What if they are simply gamers and are of the opinion it's simply the better way to do things and keep it all fair for everyone using AMD/Nvidia regardless the gpu?
I thought the point of GPUOpen was that everyone contributes to it?
Have Crystal Dynamics contributed to GPUOpen?
I agree that it would be good to keep things fair, I've never argued against that. What I have said is that GPUOpen doesn't guarantee that if work derived from it isn't open-source.

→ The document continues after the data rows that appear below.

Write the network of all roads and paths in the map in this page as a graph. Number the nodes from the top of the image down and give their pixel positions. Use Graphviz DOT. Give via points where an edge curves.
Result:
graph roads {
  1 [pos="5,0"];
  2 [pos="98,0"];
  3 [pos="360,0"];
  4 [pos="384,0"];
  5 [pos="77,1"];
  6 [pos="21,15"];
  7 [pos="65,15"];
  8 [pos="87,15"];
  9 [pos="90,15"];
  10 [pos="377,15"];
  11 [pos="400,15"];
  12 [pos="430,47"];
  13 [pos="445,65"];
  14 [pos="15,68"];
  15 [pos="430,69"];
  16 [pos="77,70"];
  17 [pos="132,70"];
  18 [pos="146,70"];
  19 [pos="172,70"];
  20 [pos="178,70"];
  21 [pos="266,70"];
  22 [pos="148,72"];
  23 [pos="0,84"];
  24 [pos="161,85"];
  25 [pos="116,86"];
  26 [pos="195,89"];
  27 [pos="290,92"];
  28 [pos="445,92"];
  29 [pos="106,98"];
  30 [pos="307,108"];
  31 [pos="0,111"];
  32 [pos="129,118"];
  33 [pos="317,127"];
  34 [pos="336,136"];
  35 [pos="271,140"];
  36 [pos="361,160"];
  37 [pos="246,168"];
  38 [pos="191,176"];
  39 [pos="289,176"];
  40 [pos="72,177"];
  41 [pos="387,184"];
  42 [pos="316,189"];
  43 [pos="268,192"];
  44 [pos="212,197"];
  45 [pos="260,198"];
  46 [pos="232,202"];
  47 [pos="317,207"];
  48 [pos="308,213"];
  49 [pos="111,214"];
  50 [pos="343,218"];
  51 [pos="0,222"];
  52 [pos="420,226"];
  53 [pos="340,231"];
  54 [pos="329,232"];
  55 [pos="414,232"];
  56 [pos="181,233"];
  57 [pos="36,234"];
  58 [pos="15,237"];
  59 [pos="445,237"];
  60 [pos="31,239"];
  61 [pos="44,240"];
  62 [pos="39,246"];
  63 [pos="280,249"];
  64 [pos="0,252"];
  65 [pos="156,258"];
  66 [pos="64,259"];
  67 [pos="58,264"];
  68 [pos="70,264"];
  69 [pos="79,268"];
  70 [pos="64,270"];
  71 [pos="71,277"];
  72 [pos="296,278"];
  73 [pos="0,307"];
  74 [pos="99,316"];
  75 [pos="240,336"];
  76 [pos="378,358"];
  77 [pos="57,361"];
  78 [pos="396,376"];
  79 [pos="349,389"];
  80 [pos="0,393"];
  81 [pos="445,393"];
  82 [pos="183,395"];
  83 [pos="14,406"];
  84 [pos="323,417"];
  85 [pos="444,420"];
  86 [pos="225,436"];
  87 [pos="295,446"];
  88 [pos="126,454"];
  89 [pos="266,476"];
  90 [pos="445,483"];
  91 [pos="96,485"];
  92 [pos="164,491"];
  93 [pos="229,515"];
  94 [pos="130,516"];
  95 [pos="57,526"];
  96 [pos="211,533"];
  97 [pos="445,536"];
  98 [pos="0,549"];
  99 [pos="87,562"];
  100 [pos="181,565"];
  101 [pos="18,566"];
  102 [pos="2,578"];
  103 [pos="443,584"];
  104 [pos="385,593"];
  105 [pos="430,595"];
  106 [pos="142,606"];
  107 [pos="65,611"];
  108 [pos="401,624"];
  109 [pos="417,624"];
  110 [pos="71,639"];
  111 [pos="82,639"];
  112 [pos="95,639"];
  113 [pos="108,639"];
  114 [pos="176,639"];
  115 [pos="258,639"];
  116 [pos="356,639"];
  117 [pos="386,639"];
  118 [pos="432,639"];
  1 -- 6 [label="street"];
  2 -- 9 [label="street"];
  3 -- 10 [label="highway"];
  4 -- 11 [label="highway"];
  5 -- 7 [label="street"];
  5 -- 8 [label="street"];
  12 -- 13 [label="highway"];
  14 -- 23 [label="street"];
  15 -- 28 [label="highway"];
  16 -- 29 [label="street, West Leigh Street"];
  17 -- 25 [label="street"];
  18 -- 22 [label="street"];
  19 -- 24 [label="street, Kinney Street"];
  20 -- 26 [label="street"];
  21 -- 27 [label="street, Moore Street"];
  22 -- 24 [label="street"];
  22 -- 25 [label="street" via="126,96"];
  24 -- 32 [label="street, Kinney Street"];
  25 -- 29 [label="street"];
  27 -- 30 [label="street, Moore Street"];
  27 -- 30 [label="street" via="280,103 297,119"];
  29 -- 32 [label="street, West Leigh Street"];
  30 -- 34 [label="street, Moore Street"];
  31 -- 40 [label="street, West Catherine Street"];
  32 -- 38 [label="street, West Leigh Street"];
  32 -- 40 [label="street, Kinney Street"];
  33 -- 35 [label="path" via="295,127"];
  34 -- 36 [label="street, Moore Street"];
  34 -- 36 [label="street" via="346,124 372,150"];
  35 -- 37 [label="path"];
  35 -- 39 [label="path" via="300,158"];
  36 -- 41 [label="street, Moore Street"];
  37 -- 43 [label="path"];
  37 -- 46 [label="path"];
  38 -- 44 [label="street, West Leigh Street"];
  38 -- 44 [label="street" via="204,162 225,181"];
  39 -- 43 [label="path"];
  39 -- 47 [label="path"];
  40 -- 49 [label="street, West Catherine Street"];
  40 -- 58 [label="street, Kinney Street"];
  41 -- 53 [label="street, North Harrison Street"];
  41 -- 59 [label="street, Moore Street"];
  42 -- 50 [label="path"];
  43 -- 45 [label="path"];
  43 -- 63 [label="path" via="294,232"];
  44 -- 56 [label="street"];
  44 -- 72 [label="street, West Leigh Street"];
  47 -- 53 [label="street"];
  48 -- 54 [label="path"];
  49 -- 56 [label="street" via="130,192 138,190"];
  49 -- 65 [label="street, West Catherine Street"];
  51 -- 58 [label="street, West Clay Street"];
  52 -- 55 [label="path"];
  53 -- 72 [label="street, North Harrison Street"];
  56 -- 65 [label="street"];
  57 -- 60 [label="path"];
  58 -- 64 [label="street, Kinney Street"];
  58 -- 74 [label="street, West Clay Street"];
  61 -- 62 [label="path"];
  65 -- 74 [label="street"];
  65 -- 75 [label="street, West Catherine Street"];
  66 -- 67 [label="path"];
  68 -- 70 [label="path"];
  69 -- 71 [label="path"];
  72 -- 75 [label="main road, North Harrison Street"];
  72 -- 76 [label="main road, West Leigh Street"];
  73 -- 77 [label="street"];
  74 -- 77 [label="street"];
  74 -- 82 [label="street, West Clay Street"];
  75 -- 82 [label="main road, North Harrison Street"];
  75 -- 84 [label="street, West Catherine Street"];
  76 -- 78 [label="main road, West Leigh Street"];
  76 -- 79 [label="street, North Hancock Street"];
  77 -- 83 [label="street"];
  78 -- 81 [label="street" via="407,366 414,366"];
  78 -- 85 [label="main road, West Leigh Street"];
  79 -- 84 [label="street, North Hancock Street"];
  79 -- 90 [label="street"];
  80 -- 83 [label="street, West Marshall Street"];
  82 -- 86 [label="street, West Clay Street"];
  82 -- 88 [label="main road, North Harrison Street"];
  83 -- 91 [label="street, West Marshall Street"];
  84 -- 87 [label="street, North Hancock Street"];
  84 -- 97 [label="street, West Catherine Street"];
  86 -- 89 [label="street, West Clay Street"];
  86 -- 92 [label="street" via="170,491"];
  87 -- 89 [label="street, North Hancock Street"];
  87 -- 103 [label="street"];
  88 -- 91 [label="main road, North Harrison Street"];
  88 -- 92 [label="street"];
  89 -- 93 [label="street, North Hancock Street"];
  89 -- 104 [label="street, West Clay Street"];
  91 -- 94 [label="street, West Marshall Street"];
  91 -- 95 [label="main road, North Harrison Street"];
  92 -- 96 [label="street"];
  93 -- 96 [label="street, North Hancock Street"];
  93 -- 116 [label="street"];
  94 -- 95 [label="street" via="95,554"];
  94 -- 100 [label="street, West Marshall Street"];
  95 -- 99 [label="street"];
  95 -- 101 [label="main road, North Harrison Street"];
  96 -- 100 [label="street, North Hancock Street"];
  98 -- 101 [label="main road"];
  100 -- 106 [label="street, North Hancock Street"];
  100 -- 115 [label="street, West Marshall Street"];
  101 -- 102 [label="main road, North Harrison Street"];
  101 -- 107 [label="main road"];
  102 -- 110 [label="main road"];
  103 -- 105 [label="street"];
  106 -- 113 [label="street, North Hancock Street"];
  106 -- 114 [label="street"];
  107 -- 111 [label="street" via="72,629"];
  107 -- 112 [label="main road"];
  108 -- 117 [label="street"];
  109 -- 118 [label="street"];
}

Even if it is it wouldn't guarantee it, it'd just be easier to spot.
If you can say here and now that
nothing derived from GPUOpen will
ever favour one vendor over the other (by using too much tessellation, ASync Compute, etc.) then great.
I think I said earlier that I think it would be nice if Nvidia created an Nvidia version based on this to replace some of the current GameWork effects that leave something to be desired.
At the end of the day I think Humbug was probably on to something when he said developers shouldn't use these things at all and should just write their own versions of the effects they need.
This is probably the next best thing with GameWorks 3rd and not having the effects at all in last.
I will say that I'm not a champion for GameWorks and I don't believe I own a single GameWorks game. Call that voting with my wallet if you like.
I also don't own any TressFX games, but that's because Tomb Raider isn't my thing. I do own Mantle games (3 I believe, so a sizeable percentage).
can't really speculate as to why they wouldn't use them, am no Dev i dont know the criteria they would use to make their choice, but logicaly to me if a studio is aiming for a triple A game with a focus on visuals, on paper this seem pretty compelling to me, but im guessing there is more to it than that licence cost, probably implementation cost, and stability is taken into consideration, and probably other stuff.
anyhow i hope this takes off, and i hope AMD grab more market share and get more money to see a balanced competition on the GPU front.
As I said, I thought the big draw of a lot of the GPUOpen tech is that it's on GitHub and can be contributed to by "developers", not that it's a bunch of new effects. Maybe there are some new ones, but I thought TressFX was around before. Possibly LiquidVR was a thing before GPUOpen too. I thought grouping them together and putting them on GitHub was more about getting the community involved than making developers aware of their existence so they could use them.